John Roettiers, Coronation Medal for William III and Mary II (1689).

© Trustees of the British Museum.

John Roettiers, Coronation Medal for William III and Mary II (1689). © Trustees of the British Museum.

This coronation medal was designed and crafted by John Roettiers (1631-1703), the chief engraver to the Royal Mint. Roettiers had previously made the new Great Seal in 1666. Samuel Pepys described his medals as ‘some of the finest pieces of embossed work, that I ever did see in my life’, and John Evelyn knew him as ‘that excellent engraver […] who emulates even the ancients in stone and metal’. This gold medal was produced for distribution at the coronation of William III (1650-1702) and Mary II (1662-1694), in 1689, where it was given to MPs and peers who swore fealty to the new regime.

 
The design is interesting in a number of ways. Firstly, the obverse shows a conjoined portrait of William and Mary, indicating their status as dual sovereigns. William is portrayed in classical dress, akin to a Roman emperor. The reverse is more allegorical. It portrays a scene from classical mythology. From a cloud Jupiter hurls a thunderbolt at Phaeton, who falls from his chariot. Jupiter represents William. Phaeton, on the other hand, has lost control of the reigns of power and thus stands in for James II (1633-1701), who had fled the country after William’s invasion in November 1688. The image thus provides a neat allegory for the Glorious Revolution.

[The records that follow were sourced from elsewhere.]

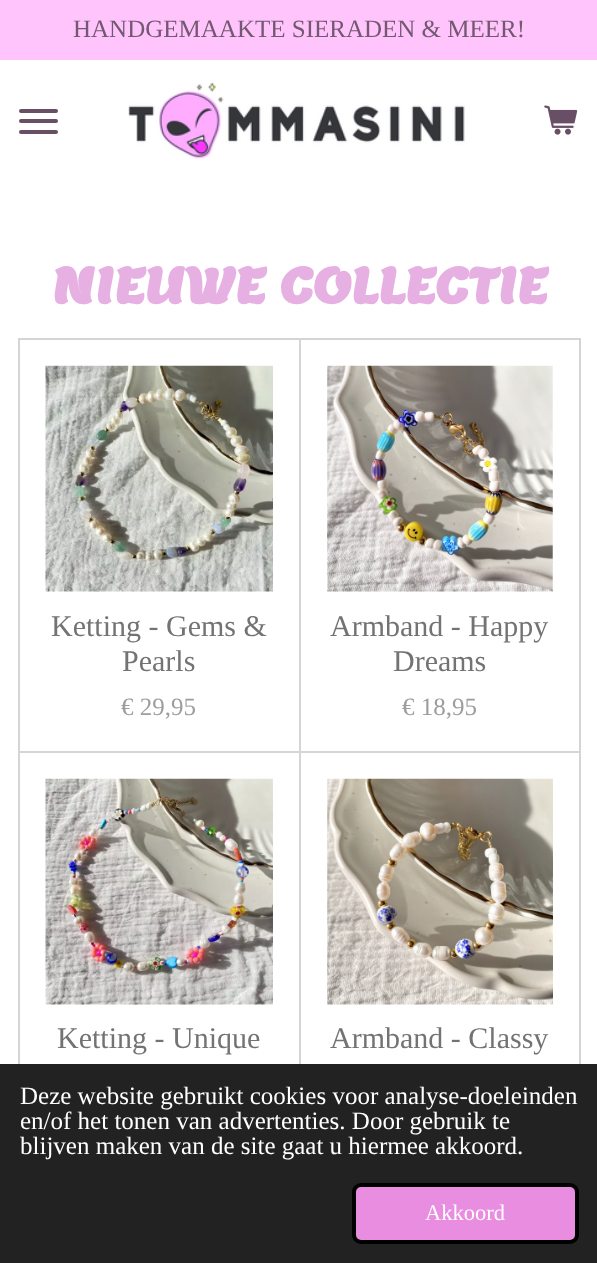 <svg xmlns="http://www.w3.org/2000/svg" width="597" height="1263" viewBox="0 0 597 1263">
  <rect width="100%" height="100%" fill="#fff"/>
  <path d="M0 0h597v60H0z" fill="#ffc4fb"/>
  <rect x="19" y="119" width="39" height="4" rx="2" fill="#684f66"/>
  <rect x="19" y="109" width="39" height="4" rx="2" fill="#684f66"/>
  <rect x="19" y="130" width="39" height="4" rx="2" fill="#684f66"/>
  <image x="128" y="82" width="337" height="77" href="img/1.png"/>
  <image x="544" y="105" width="34" height="30" href="img/2.png"/>
  <path d="M19 339h281v413H19z" fill="none" stroke="#d5d5d5" stroke-width="2"/>
  <image x="45" y="365" width="228" height="227" href="img/3.png"/>
  <path d="M300 339h280v413H300z" fill="none" stroke="#d5d5d5" stroke-width="2"/>
  <image x="327" y="365" width="226" height="227" href="img/4.png"/>
  <path d="M19 752h281v411H19z" fill="none" stroke="#d5d5d5" stroke-width="2"/>
  <image x="45" y="778" width="228" height="227" href="img/5.png"/>
  <path d="M300 752h280v411H300z" fill="none" stroke="#d5d5d5" stroke-width="2"/>
  <image x="327" y="778" width="226" height="227" href="img/6.png"/>
  <path d="M0 1064h597v199H0z" fill="#222"/>
  <rect x="354" y="1185" width="223" height="57" rx="7" fill="#e98de1" stroke="#000" stroke-width="4"/>
  <text x="73" y="37" font-family="Liberation Serif" font-size="25" fill="#735871">HANDGEMAAKTE SIERADEN &amp; MEER!</text>
  <text x="52" y="303" font-family="Lemon" font-size="49" font-weight="bold" fill="#e7b0e3">NIEUWE COLLECTIE</text>
  <g font-family="Liberation Serif" font-size="30" fill="#737373">
    <text x="51" y="636">Ketting - Gems &amp;</text>
    <text x="122" y="671">Pearls</text>
  </g>
  <text x="121" y="715" font-family="Liberation Serif" font-size="25" fill="#9d9d9d">€ 29,95</text>
  <g font-family="Liberation Serif" font-size="30" fill="#737373">
    <text x="330" y="636">Armband - Happy</text>
    <text x="393" y="671">Dreams</text>
  </g>
  <text x="402" y="715" font-family="Liberation Serif" font-size="25" fill="#9d9d9d">€ 18,95</text>
  <g font-family="Liberation Serif" font-size="30" fill="#737373">
    <text x="57" y="1048">Ketting - Unique</text>
    <text x="330" y="1048">Armband - Classy</text>
  </g>
  <g font-family="Liberation Serif" font-size="25" fill="#fff">
    <text x="20" y="1104">Deze website gebruikt cookies voor analyse-doeleinden</text>
    <text x="20" y="1129">en/of het tonen van advertenties. Door gebruik te</text>
    <text x="20" y="1154">blijven maken van de site gaat u hiermee akkoord.</text>
  </g>
  <text x="425" y="1220" font-family="Liberation Serif" font-size="22.5" fill="#fff">Akkoord</text>
</svg>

In other ways, though, the design was unsuccessful. Writers hostile to the new regime reinterpreted the design according to their own political outlook. Hence one tendentious pamphleteer suggested that ‘the people knowing that this king and queen had, not by permission, but by violence, ascended their father’s throne, would look upon this as his chariot which they drive, and interpret Jupiter’s thunderbolt as a sign of some judgement of God’.

When a later Master of the Royal Mint, Isaac Newton, came to design Queen Anne’s coronation medal, he deliberately alluded to Roettier’s design. Newton’s intention was to suggest that Anne succeeded by the same revolution principles as William and Mary, not by hereditary right. But he also observed that William and Mary’s coronation medal had been ‘too thin’. Newton decided to make Anne’s coronation medals thicker, to ‘take the impression better’.